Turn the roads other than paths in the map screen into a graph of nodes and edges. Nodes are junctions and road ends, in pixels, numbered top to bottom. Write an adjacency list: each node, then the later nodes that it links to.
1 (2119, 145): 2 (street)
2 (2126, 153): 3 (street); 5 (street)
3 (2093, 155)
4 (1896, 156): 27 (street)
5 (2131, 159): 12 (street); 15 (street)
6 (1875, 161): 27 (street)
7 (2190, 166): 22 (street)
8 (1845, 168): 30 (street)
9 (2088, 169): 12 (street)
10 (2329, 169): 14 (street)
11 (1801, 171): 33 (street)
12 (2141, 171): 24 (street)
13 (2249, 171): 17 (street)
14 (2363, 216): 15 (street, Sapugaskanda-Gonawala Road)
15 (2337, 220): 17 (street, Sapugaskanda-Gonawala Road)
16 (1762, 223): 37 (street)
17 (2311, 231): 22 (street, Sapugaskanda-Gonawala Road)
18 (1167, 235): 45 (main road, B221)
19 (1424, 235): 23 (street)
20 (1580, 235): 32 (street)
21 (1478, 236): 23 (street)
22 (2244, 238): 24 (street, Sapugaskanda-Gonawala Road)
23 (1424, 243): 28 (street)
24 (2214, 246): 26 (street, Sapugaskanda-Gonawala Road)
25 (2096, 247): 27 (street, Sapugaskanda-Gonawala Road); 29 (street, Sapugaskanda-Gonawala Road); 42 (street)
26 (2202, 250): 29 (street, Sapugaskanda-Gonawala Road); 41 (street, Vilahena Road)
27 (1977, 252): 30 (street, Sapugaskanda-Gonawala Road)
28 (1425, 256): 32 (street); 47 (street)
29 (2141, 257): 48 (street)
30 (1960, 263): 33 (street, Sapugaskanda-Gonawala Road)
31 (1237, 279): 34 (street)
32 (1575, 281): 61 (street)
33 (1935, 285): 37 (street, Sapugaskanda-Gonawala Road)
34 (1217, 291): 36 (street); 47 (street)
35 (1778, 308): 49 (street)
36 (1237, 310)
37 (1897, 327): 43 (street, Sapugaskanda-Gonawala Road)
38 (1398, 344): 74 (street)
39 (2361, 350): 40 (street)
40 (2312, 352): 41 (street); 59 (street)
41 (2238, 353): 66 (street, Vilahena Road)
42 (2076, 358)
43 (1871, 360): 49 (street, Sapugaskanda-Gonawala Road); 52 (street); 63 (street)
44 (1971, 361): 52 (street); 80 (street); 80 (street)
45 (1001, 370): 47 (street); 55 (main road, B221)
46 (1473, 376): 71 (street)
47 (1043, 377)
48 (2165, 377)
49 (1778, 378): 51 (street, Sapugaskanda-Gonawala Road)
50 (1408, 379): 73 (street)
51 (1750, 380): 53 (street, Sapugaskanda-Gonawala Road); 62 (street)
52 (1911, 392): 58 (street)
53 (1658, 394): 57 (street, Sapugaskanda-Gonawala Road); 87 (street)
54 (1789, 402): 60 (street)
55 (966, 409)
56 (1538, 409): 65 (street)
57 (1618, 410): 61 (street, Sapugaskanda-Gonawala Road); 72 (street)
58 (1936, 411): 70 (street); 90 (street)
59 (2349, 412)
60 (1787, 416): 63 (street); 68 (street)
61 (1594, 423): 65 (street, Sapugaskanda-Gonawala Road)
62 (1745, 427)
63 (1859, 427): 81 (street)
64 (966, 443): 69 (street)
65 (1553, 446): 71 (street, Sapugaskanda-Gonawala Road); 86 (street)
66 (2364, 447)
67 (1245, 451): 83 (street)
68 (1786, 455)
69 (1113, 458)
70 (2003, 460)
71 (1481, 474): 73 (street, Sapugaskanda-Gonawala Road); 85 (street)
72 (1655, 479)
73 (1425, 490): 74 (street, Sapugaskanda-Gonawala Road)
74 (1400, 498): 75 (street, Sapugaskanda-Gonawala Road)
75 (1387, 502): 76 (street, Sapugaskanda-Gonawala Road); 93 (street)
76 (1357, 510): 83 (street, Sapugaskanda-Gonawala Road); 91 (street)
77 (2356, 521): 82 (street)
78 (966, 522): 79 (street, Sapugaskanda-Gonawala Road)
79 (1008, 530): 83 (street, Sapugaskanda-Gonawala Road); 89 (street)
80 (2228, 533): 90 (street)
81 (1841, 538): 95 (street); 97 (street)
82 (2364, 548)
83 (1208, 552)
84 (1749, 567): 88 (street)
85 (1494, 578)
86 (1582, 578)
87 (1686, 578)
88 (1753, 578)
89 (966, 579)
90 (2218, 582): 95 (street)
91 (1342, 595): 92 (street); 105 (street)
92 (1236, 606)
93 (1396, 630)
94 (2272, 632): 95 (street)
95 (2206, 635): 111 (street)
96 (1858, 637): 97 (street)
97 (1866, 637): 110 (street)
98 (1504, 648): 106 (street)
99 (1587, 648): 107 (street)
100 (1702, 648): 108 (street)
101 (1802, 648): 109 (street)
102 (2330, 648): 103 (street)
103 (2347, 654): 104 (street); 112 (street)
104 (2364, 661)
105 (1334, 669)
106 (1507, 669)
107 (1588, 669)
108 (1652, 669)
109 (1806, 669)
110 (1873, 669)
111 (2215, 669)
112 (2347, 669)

* * *

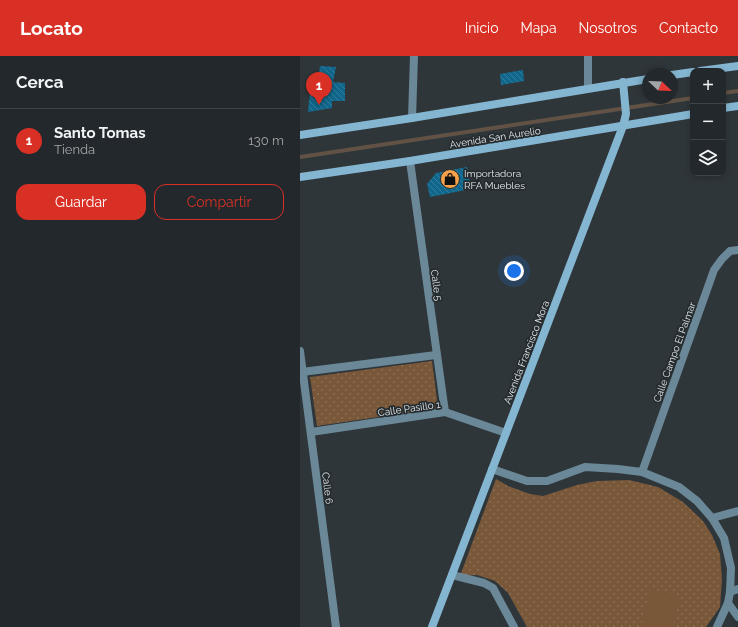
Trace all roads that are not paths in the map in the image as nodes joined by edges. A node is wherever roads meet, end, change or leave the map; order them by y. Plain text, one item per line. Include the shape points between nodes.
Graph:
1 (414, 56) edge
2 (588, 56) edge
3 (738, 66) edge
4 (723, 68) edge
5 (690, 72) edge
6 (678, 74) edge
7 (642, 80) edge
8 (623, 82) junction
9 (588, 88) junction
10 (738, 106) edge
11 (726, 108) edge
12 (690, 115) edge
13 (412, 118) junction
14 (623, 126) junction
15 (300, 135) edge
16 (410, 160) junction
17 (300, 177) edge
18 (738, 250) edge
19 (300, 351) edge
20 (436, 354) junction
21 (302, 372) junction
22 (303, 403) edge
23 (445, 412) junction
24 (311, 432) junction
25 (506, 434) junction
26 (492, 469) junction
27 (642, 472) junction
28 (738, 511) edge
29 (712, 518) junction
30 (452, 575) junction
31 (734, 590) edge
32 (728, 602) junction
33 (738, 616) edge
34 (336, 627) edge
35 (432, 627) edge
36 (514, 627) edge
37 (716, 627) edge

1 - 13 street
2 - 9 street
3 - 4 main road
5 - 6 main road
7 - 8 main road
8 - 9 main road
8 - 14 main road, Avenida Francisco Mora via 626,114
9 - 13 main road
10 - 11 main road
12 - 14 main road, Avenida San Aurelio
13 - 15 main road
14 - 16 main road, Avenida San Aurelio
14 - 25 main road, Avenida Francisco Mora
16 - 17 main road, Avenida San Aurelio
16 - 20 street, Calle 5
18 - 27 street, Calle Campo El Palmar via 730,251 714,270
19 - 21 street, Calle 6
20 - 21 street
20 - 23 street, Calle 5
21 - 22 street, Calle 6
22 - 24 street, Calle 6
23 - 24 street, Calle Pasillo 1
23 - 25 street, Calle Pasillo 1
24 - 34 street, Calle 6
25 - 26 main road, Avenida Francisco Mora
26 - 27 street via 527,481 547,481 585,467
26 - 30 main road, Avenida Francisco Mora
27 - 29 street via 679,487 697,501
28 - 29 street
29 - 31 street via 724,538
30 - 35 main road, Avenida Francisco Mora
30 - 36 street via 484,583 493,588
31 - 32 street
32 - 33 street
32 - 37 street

[WORK TO COMPLETE]
Return, from the data, each line where the string "Francisco" occurs.

[SOLUTION FOR THIS PROBLEM]
8 - 14 main road, Avenida Francisco Mora via 626,114
14 - 25 main road, Avenida Francisco Mora
25 - 26 main road, Avenida Francisco Mora
26 - 30 main road, Avenida Francisco Mora
30 - 35 main road, Avenida Francisco Mora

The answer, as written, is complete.